[WORK REQUIRED]: Tally the lines of the entries in which the string "Шоқан" occurs, and say only how many.

[THE DATA]:
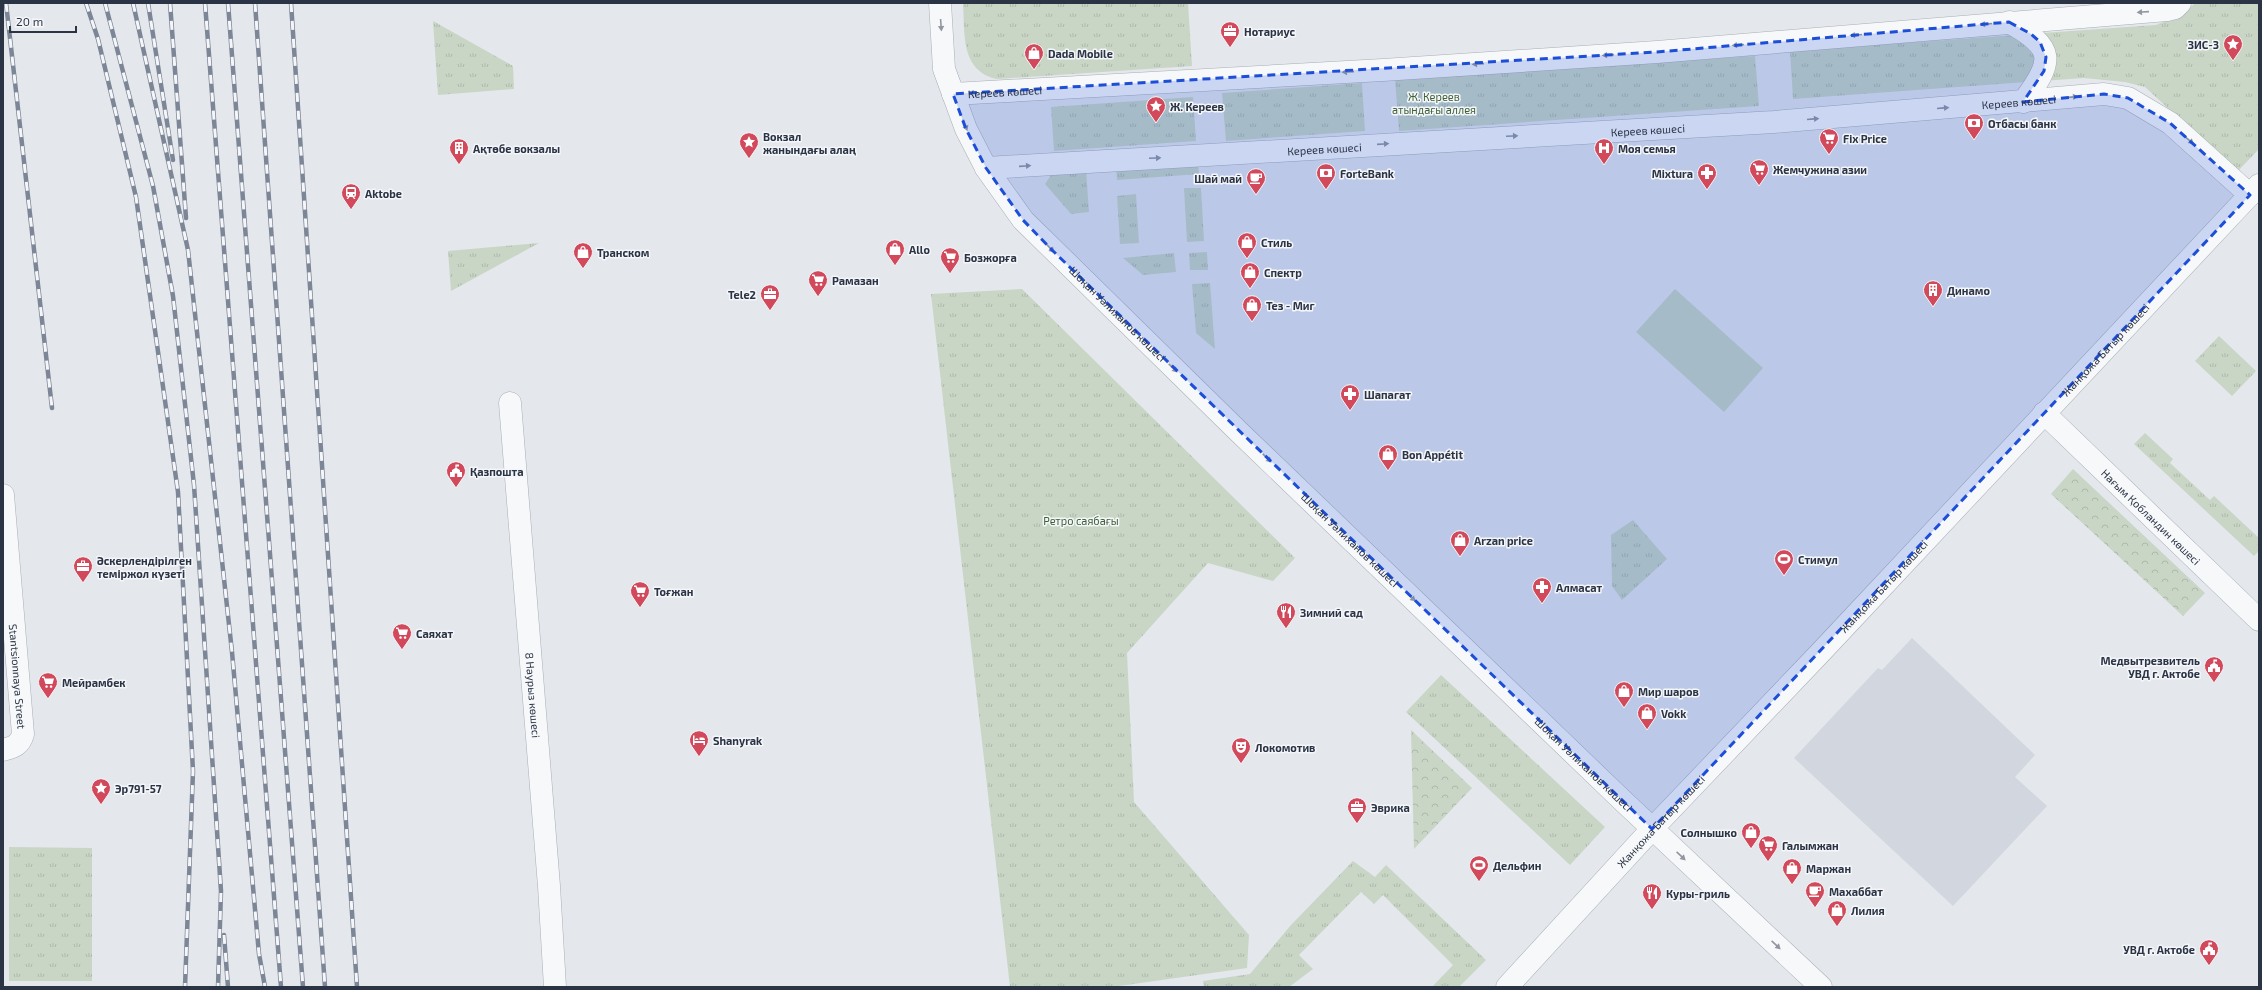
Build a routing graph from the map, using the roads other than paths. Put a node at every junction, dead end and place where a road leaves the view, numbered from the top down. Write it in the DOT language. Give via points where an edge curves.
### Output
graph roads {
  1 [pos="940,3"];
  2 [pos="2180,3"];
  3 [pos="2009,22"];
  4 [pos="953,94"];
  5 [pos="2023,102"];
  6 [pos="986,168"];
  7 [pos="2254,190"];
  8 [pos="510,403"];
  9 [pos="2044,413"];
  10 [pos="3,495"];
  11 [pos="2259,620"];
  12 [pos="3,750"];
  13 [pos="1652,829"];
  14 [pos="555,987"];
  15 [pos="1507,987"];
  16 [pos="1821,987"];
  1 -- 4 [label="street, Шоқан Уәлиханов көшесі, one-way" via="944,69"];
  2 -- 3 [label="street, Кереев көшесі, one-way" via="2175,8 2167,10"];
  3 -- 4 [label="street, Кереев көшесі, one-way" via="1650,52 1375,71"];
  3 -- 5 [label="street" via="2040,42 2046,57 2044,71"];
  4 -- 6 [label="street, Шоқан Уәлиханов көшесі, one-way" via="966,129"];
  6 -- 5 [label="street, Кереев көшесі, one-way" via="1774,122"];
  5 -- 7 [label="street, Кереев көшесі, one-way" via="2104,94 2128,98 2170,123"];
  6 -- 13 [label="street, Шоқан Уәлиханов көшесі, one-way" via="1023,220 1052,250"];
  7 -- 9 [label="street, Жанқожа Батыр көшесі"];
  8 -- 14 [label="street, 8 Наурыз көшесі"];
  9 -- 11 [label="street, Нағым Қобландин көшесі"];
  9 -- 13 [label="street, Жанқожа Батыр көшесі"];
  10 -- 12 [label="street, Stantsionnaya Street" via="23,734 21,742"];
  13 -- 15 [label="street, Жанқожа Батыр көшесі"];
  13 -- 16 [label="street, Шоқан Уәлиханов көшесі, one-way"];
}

[RESULT OF THE EXERCISE]: 4